_Work to be completed_
Reproduce every entry exactly as written.

____________

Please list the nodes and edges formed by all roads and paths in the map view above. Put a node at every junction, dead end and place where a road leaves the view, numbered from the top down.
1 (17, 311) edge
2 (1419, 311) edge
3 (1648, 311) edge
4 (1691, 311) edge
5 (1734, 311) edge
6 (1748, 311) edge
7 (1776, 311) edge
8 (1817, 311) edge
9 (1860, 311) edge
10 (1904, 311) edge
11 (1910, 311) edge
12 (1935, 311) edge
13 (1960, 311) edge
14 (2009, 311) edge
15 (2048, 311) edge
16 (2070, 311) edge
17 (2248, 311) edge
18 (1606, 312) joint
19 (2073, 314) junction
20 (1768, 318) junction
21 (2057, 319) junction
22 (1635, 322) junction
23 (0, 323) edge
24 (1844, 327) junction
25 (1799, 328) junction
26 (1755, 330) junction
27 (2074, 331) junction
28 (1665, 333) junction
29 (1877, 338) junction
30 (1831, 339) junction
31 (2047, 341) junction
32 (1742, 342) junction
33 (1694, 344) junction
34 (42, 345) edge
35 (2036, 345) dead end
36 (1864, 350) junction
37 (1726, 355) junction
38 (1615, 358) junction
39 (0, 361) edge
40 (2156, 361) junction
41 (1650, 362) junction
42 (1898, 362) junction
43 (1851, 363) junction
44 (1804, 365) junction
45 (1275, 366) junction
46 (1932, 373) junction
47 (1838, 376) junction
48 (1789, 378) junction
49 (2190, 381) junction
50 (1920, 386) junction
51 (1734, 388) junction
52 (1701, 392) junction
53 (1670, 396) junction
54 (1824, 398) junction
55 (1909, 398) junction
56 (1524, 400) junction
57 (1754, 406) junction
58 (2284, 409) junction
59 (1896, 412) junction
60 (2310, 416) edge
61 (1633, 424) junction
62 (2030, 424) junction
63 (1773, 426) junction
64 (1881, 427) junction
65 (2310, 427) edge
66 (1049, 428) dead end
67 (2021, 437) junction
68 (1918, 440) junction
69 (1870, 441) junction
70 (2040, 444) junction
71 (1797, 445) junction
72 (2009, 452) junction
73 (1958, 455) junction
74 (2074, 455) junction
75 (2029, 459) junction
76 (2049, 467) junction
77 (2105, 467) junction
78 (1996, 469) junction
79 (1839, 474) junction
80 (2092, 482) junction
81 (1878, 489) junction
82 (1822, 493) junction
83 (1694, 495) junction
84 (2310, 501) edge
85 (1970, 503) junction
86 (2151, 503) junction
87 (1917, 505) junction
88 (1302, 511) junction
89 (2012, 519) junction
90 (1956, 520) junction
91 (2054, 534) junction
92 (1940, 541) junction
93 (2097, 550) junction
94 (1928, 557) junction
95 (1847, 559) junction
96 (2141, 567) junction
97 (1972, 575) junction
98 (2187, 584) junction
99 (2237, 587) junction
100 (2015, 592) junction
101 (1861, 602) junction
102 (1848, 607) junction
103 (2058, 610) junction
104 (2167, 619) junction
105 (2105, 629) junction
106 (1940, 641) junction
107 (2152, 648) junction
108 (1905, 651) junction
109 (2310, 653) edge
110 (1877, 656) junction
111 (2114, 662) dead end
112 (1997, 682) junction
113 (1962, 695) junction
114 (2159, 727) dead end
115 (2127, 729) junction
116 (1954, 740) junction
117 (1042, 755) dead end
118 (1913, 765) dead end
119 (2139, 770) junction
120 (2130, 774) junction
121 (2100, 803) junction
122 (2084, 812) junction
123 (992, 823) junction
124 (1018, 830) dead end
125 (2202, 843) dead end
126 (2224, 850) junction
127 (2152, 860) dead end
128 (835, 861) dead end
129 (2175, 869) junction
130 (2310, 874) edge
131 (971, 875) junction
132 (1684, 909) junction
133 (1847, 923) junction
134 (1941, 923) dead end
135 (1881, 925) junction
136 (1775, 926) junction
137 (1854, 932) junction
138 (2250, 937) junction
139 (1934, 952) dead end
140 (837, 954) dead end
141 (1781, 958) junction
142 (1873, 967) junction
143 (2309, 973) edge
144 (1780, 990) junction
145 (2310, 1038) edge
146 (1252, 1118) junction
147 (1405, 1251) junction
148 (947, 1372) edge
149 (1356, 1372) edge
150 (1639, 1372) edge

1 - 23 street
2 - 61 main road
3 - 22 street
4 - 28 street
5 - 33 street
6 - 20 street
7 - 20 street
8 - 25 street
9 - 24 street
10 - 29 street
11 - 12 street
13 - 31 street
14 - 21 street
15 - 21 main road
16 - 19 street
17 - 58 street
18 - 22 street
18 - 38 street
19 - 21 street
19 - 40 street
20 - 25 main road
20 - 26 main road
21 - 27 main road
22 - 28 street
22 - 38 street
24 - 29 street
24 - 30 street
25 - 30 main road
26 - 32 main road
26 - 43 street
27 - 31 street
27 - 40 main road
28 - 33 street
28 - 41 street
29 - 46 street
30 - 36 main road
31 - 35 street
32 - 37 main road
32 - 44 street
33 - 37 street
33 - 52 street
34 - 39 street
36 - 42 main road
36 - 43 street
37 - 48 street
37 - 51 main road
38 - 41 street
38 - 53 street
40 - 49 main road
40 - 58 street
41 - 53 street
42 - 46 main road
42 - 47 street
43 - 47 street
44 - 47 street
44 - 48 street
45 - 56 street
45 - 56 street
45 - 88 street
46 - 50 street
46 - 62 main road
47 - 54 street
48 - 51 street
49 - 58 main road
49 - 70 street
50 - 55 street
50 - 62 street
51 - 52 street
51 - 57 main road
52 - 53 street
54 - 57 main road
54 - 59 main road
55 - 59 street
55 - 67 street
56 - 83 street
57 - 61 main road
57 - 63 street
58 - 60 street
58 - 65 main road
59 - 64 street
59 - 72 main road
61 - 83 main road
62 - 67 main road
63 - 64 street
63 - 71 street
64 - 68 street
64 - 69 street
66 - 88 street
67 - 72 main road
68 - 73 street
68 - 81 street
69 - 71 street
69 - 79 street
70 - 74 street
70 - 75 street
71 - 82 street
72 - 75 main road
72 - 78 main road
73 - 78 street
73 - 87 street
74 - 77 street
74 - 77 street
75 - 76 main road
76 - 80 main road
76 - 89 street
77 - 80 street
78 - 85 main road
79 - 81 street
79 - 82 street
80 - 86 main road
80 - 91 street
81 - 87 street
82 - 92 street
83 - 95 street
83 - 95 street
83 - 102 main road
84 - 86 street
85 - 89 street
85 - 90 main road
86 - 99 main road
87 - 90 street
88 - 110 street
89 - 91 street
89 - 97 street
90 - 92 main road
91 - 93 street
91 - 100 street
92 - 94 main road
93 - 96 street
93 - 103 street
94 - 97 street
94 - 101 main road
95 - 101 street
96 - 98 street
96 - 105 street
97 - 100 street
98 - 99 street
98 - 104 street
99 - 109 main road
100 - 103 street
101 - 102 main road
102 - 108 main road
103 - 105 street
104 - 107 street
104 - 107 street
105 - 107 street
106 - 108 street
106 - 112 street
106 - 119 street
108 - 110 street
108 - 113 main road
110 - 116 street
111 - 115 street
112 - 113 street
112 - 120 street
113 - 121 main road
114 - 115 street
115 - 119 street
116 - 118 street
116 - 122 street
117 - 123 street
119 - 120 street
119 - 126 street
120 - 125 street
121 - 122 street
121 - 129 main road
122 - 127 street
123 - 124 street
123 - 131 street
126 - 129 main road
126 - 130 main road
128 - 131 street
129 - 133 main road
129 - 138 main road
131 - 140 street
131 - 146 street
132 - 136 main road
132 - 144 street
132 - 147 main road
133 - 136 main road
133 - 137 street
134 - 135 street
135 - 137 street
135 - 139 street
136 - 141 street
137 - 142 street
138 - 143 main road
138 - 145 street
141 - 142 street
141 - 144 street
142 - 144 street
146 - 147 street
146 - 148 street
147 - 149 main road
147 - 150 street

____________

_Response area_
Please list the nodes and edges formed by all roads and paths in the map view above. Put a node at every junction, dead end and place where a road leaves the view, numbered from the top down.
1 (17, 311) edge
2 (1419, 311) edge
3 (1648, 311) edge
4 (1691, 311) edge
5 (1734, 311) edge
6 (1748, 311) edge
7 (1776, 311) edge
8 (1817, 311) edge
9 (1860, 311) edge
10 (1904, 311) edge
11 (1910, 311) edge
12 (1935, 311) edge
13 (1960, 311) edge
14 (2009, 311) edge
15 (2048, 311) edge
16 (2070, 311) edge
17 (2248, 311) edge
18 (1606, 312) joint
19 (2073, 314) junction
20 (1768, 318) junction
21 (2057, 319) junction
22 (1635, 322) junction
23 (0, 323) edge
24 (1844, 327) junction
25 (1799, 328) junction
26 (1755, 330) junction
27 (2074, 331) junction
28 (1665, 333) junction
29 (1877, 338) junction
30 (1831, 339) junction
31 (2047, 341) junction
32 (1742, 342) junction
33 (1694, 344) junction
34 (42, 345) edge
35 (2036, 345) dead end
36 (1864, 350) junction
37 (1726, 355) junction
38 (1615, 358) junction
39 (0, 361) edge
40 (2156, 361) junction
41 (1650, 362) junction
42 (1898, 362) junction
43 (1851, 363) junction
44 (1804, 365) junction
45 (1275, 366) junction
46 (1932, 373) junction
47 (1838, 376) junction
48 (1789, 378) junction
49 (2190, 381) junction
50 (1920, 386) junction
51 (1734, 388) junction
52 (1701, 392) junction
53 (1670, 396) junction
54 (1824, 398) junction
55 (1909, 398) junction
56 (1524, 400) junction
57 (1754, 406) junction
58 (2284, 409) junction
59 (1896, 412) junction
60 (2310, 416) edge
61 (1633, 424) junction
62 (2030, 424) junction
63 (1773, 426) junction
64 (1881, 427) junction
65 (2310, 427) edge
66 (1049, 428) dead end
67 (2021, 437) junction
68 (1918, 440) junction
69 (1870, 441) junction
70 (2040, 444) junction
71 (1797, 445) junction
72 (2009, 452) junction
73 (1958, 455) junction
74 (2074, 455) junction
75 (2029, 459) junction
76 (2049, 467) junction
77 (2105, 467) junction
78 (1996, 469) junction
79 (1839, 474) junction
80 (2092, 482) junction
81 (1878, 489) junction
82 (1822, 493) junction
83 (1694, 495) junction
84 (2310, 501) edge
85 (1970, 503) junction
86 (2151, 503) junction
87 (1917, 505) junction
88 (1302, 511) junction
89 (2012, 519) junction
90 (1956, 520) junction
91 (2054, 534) junction
92 (1940, 541) junction
93 (2097, 550) junction
94 (1928, 557) junction
95 (1847, 559) junction
96 (2141, 567) junction
97 (1972, 575) junction
98 (2187, 584) junction
99 (2237, 587) junction
100 (2015, 592) junction
101 (1861, 602) junction
102 (1848, 607) junction
103 (2058, 610) junction
104 (2167, 619) junction
105 (2105, 629) junction
106 (1940, 641) junction
107 (2152, 648) junction
108 (1905, 651) junction
109 (2310, 653) edge
110 (1877, 656) junction
111 (2114, 662) dead end
112 (1997, 682) junction
113 (1962, 695) junction
114 (2159, 727) dead end
115 (2127, 729) junction
116 (1954, 740) junction
117 (1042, 755) dead end
118 (1913, 765) dead end
119 (2139, 770) junction
120 (2130, 774) junction
121 (2100, 803) junction
122 (2084, 812) junction
123 (992, 823) junction
124 (1018, 830) dead end
125 (2202, 843) dead end
126 (2224, 850) junction
127 (2152, 860) dead end
128 (835, 861) dead end
129 (2175, 869) junction
130 (2310, 874) edge
131 (971, 875) junction
132 (1684, 909) junction
133 (1847, 923) junction
134 (1941, 923) dead end
135 (1881, 925) junction
136 (1775, 926) junction
137 (1854, 932) junction
138 (2250, 937) junction
139 (1934, 952) dead end
140 (837, 954) dead end
141 (1781, 958) junction
142 (1873, 967) junction
143 (2309, 973) edge
144 (1780, 990) junction
145 (2310, 1038) edge
146 (1252, 1118) junction
147 (1405, 1251) junction
148 (947, 1372) edge
149 (1356, 1372) edge
150 (1639, 1372) edge

1 - 23 street
2 - 61 main road
3 - 22 street
4 - 28 street
5 - 33 street
6 - 20 street
7 - 20 street
8 - 25 street
9 - 24 street
10 - 29 street
11 - 12 street
13 - 31 street
14 - 21 street
15 - 21 main road
16 - 19 street
17 - 58 street
18 - 22 street
18 - 38 street
19 - 21 street
19 - 40 street
20 - 25 main road
20 - 26 main road
21 - 27 main road
22 - 28 street
22 - 38 street
24 - 29 street
24 - 30 street
25 - 30 main road
26 - 32 main road
26 - 43 street
27 - 31 street
27 - 40 main road
28 - 33 street
28 - 41 street
29 - 46 street
30 - 36 main road
31 - 35 street
32 - 37 main road
32 - 44 street
33 - 37 street
33 - 52 street
34 - 39 street
36 - 42 main road
36 - 43 street
37 - 48 street
37 - 51 main road
38 - 41 street
38 - 53 street
40 - 49 main road
40 - 58 street
41 - 53 street
42 - 46 main road
42 - 47 street
43 - 47 street
44 - 47 street
44 - 48 street
45 - 56 street
45 - 56 street
45 - 88 street
46 - 50 street
46 - 62 main road
47 - 54 street
48 - 51 street
49 - 58 main road
49 - 70 street
50 - 55 street
50 - 62 street
51 - 52 street
51 - 57 main road
52 - 53 street
54 - 57 main road
54 - 59 main road
55 - 59 street
55 - 67 street
56 - 83 street
57 - 61 main road
57 - 63 street
58 - 60 street
58 - 65 main road
59 - 64 street
59 - 72 main road
61 - 83 main road
62 - 67 main road
63 - 64 street
63 - 71 street
64 - 68 street
64 - 69 street
66 - 88 street
67 - 72 main road
68 - 73 street
68 - 81 street
69 - 71 street
69 - 79 street
70 - 74 street
70 - 75 street
71 - 82 street
72 - 75 main road
72 - 78 main road
73 - 78 street
73 - 87 street
74 - 77 street
74 - 77 street
75 - 76 main road
76 - 80 main road
76 - 89 street
77 - 80 street
78 - 85 main road
79 - 81 street
79 - 82 street
80 - 86 main road
80 - 91 street
81 - 87 street
82 - 92 street
83 - 95 street
83 - 95 street
83 - 102 main road
84 - 86 street
85 - 89 street
85 - 90 main road
86 - 99 main road
87 - 90 street
88 - 110 street
89 - 91 street
89 - 97 street
90 - 92 main road
91 - 93 street
91 - 100 street
92 - 94 main road
93 - 96 street
93 - 103 street
94 - 97 street
94 - 101 main road
95 - 101 street
96 - 98 street
96 - 105 street
97 - 100 street
98 - 99 street
98 - 104 street
99 - 109 main road
100 - 103 street
101 - 102 main road
102 - 108 main road
103 - 105 street
104 - 107 street
104 - 107 street
105 - 107 street
106 - 108 street
106 - 112 street
106 - 119 street
108 - 110 street
108 - 113 main road
110 - 116 street
111 - 115 street
112 - 113 street
112 - 120 street
113 - 121 main road
114 - 115 street
115 - 119 street
116 - 118 street
116 - 122 street
117 - 123 street
119 - 120 street
119 - 126 street
120 - 125 street
121 - 122 street
121 - 129 main road
122 - 127 street
123 - 124 street
123 - 131 street
126 - 129 main road
126 - 130 main road
128 - 131 street
129 - 133 main road
129 - 138 main road
131 - 140 street
131 - 146 street
132 - 136 main road
132 - 144 street
132 - 147 main road
133 - 136 main road
133 - 137 street
134 - 135 street
135 - 137 street
135 - 139 street
136 - 141 street
137 - 142 street
138 - 143 main road
138 - 145 street
141 - 142 street
141 - 144 street
142 - 144 street
146 - 147 street
146 - 148 street
147 - 149 main road
147 - 150 street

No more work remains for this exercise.